Task brief: Repeat exactly, and only, the lines of the entries below from the one with "thumb cmc: (218, 314)" through the one with "index dip: (426, 302)", both ends included.

Data:
+-------+

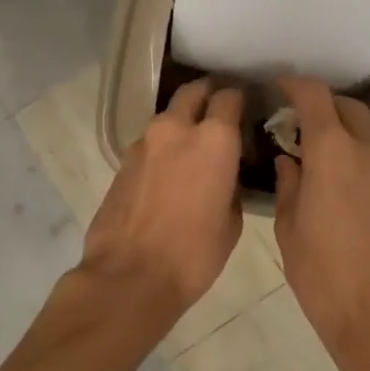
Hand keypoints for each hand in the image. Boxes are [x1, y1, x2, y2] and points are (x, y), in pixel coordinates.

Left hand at [81, 78, 243, 325]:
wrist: (129, 277)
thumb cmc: (193, 254)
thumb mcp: (231, 222)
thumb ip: (231, 186)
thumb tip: (225, 175)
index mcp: (214, 139)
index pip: (229, 97)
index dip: (240, 99)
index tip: (247, 108)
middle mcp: (176, 129)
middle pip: (193, 92)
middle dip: (207, 94)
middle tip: (219, 110)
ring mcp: (144, 143)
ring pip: (168, 118)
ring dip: (182, 124)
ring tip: (194, 148)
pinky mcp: (122, 162)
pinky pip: (150, 144)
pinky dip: (163, 149)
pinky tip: (170, 173)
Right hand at [272, 77, 369, 370]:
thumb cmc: (326, 280)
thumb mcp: (291, 231)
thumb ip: (290, 184)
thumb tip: (291, 161)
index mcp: (336, 152)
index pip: (315, 97)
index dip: (295, 86)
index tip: (280, 88)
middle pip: (349, 109)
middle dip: (324, 109)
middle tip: (301, 127)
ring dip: (349, 136)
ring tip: (327, 161)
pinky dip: (368, 161)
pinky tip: (353, 189)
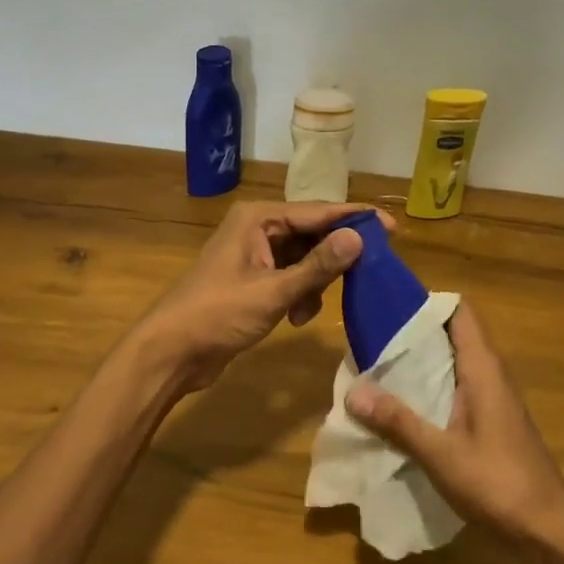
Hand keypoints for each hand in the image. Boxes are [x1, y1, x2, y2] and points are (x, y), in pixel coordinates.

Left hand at [136, 200, 393, 394]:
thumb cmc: (218, 314)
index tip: (392, 228)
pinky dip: (300, 294)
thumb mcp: (273, 292)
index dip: (356, 219)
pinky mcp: (253, 280)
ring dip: (316, 283)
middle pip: (313, 233)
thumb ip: (318, 266)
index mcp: (259, 218)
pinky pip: (291, 277)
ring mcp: (254, 254)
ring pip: (304, 258)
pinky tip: (296, 318)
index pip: (318, 211)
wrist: (171, 352)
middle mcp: (258, 228)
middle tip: (366, 275)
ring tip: (310, 309)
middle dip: (335, 258)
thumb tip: (359, 238)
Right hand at [343, 302, 563, 554]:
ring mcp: (493, 396)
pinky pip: (457, 386)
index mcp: (483, 367)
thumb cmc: (498, 482)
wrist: (549, 527)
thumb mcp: (440, 454)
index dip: (426, 302)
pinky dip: (431, 387)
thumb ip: (398, 421)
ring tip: (377, 367)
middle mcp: (490, 372)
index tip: (387, 306)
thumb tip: (353, 390)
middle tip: (371, 338)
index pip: (459, 311)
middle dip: (414, 333)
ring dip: (421, 362)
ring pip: (453, 362)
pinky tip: (403, 405)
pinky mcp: (490, 418)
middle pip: (452, 333)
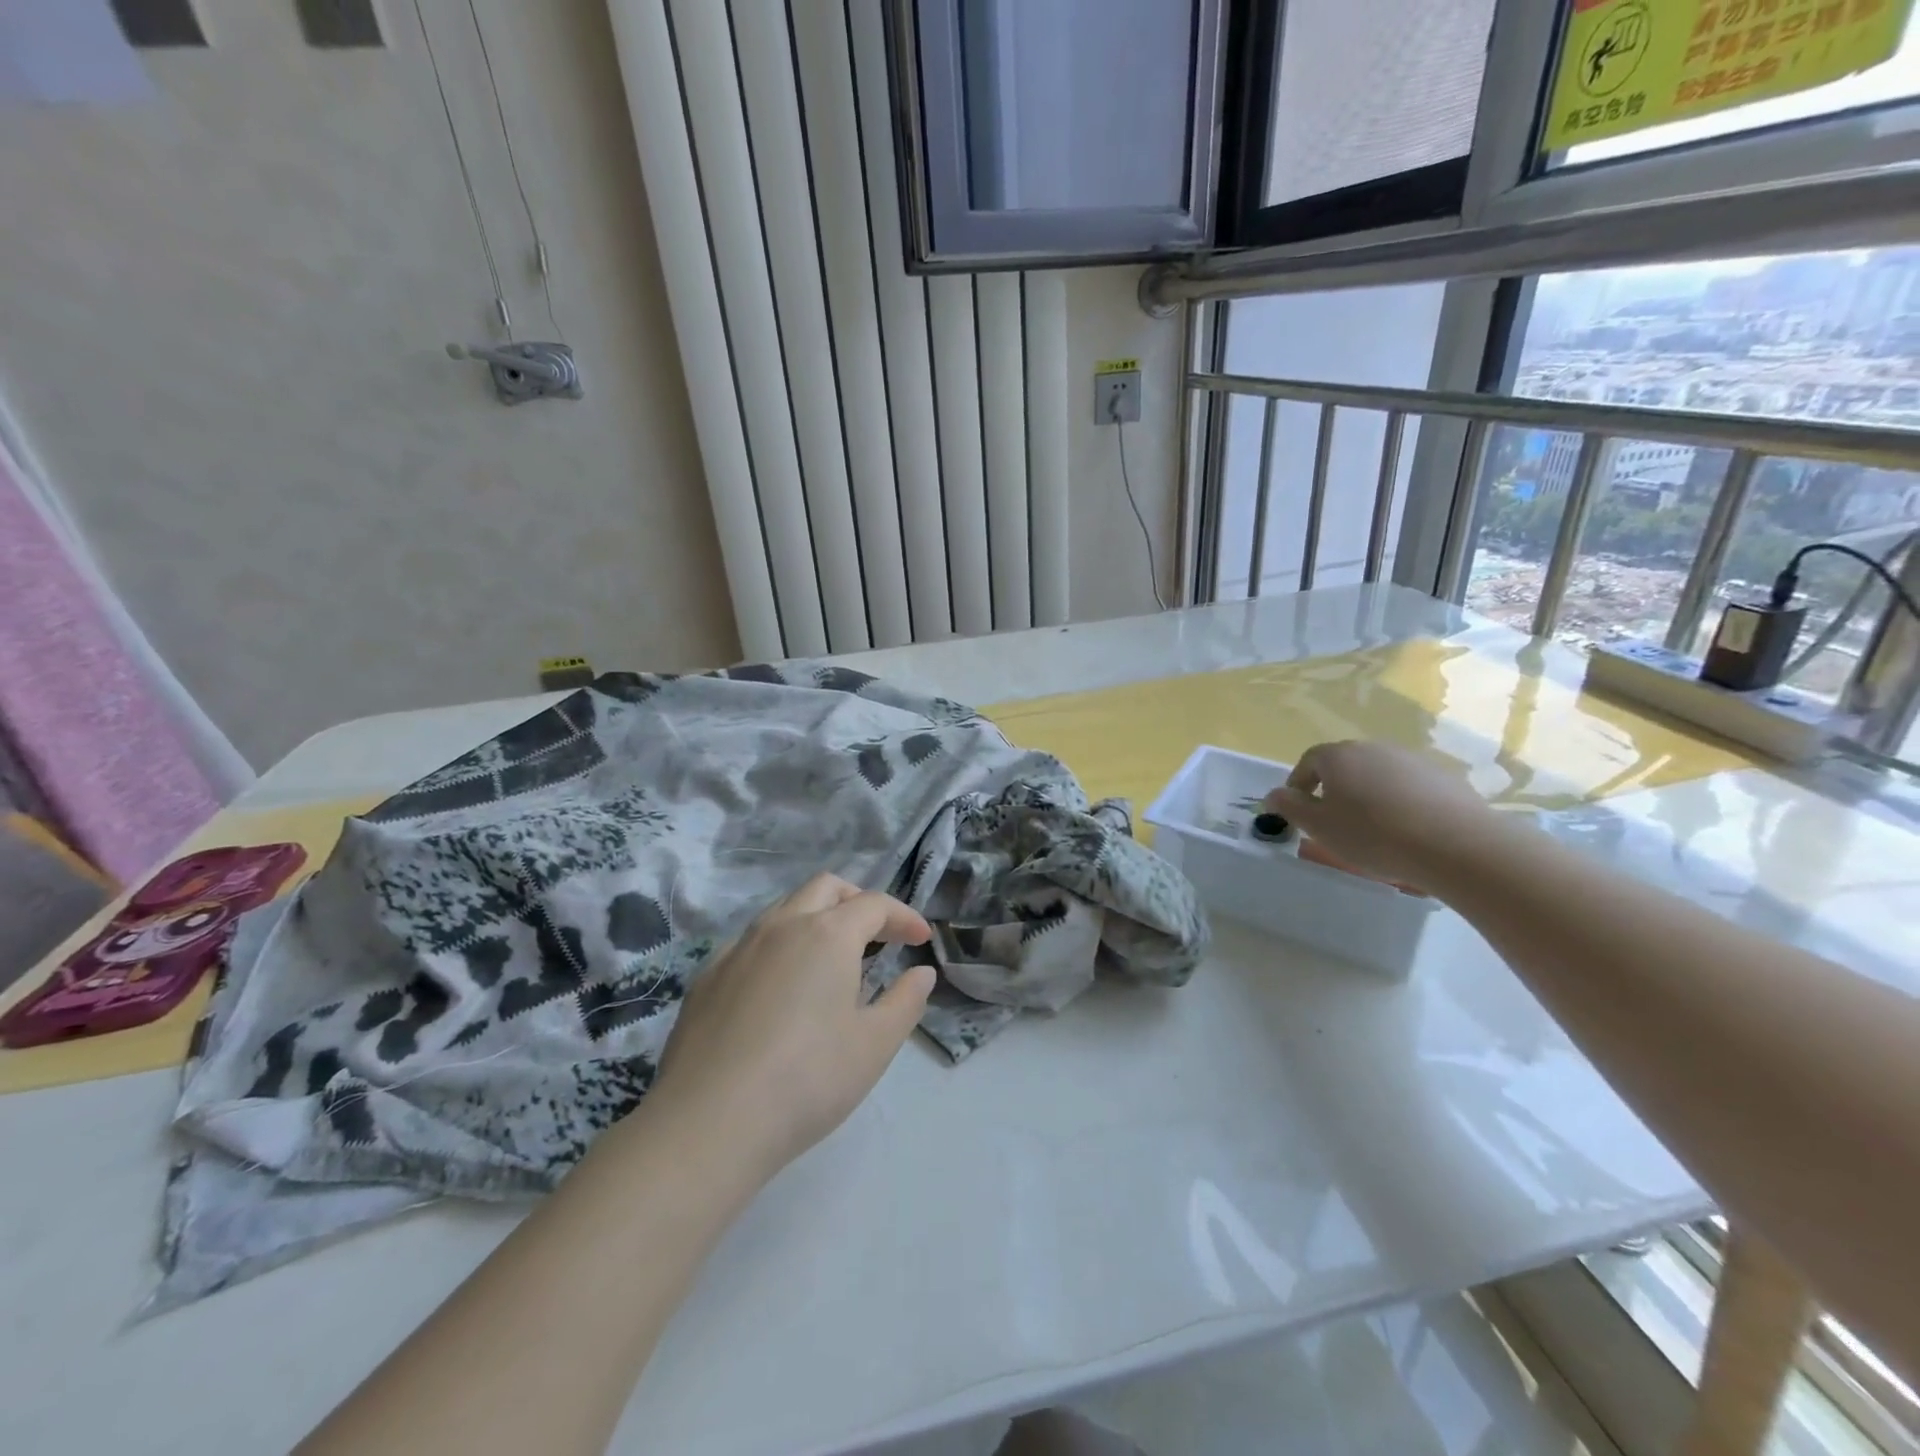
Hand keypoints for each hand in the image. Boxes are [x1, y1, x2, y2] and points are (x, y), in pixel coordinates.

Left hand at [647, 874, 933, 1178]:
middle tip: (878, 935)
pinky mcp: (707, 977)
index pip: (874, 904)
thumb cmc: (807, 1080)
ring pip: (784, 908)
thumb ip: (906, 1001)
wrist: (708, 1123)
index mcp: (827, 935)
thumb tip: (922, 973)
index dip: (904, 916)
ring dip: (816, 918)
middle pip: (825, 888)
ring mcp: (738, 948)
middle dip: (858, 901)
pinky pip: (751, 941)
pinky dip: (779, 946)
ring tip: (831, 960)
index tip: (921, 939)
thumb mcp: (874, 1045)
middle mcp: (781, 926)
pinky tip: (780, 989)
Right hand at [1261, 740, 1504, 893]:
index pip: (1308, 761)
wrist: (1458, 846)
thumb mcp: (1319, 827)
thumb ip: (1290, 807)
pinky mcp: (1444, 777)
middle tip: (1333, 822)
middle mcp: (1374, 748)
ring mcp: (1412, 760)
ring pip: (1378, 775)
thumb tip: (1272, 795)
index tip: (1299, 810)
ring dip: (1368, 795)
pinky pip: (1409, 786)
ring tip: (1373, 830)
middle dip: (1334, 789)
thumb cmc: (1374, 835)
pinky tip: (1407, 831)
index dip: (1298, 784)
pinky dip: (1399, 802)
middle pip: (1345, 765)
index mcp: (1339, 756)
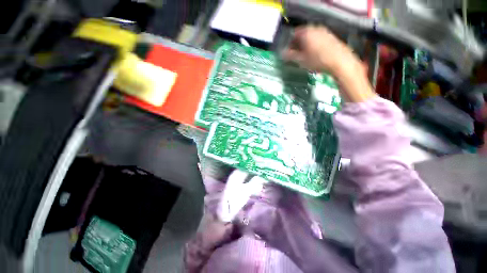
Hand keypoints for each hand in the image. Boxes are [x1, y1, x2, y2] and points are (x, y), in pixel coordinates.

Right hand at [283, 25, 374, 102]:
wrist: (340, 61)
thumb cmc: (317, 60)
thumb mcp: (301, 60)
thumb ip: (290, 56)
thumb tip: (282, 54)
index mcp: (306, 32)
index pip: (292, 35)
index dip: (288, 44)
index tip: (287, 53)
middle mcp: (315, 28)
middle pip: (301, 35)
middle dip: (297, 45)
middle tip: (295, 56)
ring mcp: (324, 32)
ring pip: (310, 37)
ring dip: (305, 46)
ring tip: (304, 57)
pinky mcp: (330, 37)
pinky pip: (318, 39)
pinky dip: (313, 46)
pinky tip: (314, 55)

+-------+

Solution to this problem:
thumb cmc: (218, 314)
index tip: (392, 228)
pinky dip: (300, 294)
thumb mcp: (273, 292)
index dip: (356, 219)
pinky mcp: (253, 280)
ring dip: (316, 283)
middle pip: (313, 233)
thumb ip: (318, 266)
index mcp: (259, 218)
pinky pip: (291, 277)
ring mcp: (254, 254)
ring pip: (304, 258)
pinky tip: (296, 318)
index pip: (318, 211)
wrist: (171, 352)
middle mcp: (258, 228)
middle tip: (366, 275)
ring tip: (310, 309)
middle dip: (335, 258)
thumb tip: (359, 238)
Right hand at [343, 302, 563, 554]:
ring mcp: (493, 396)
pinky pip: (457, 386)
index mcp: (483, 367)
thumb cmc: (498, 482)
wrist: (549, 527)
thumb mcp: (440, 454)
index dip: (426, 302)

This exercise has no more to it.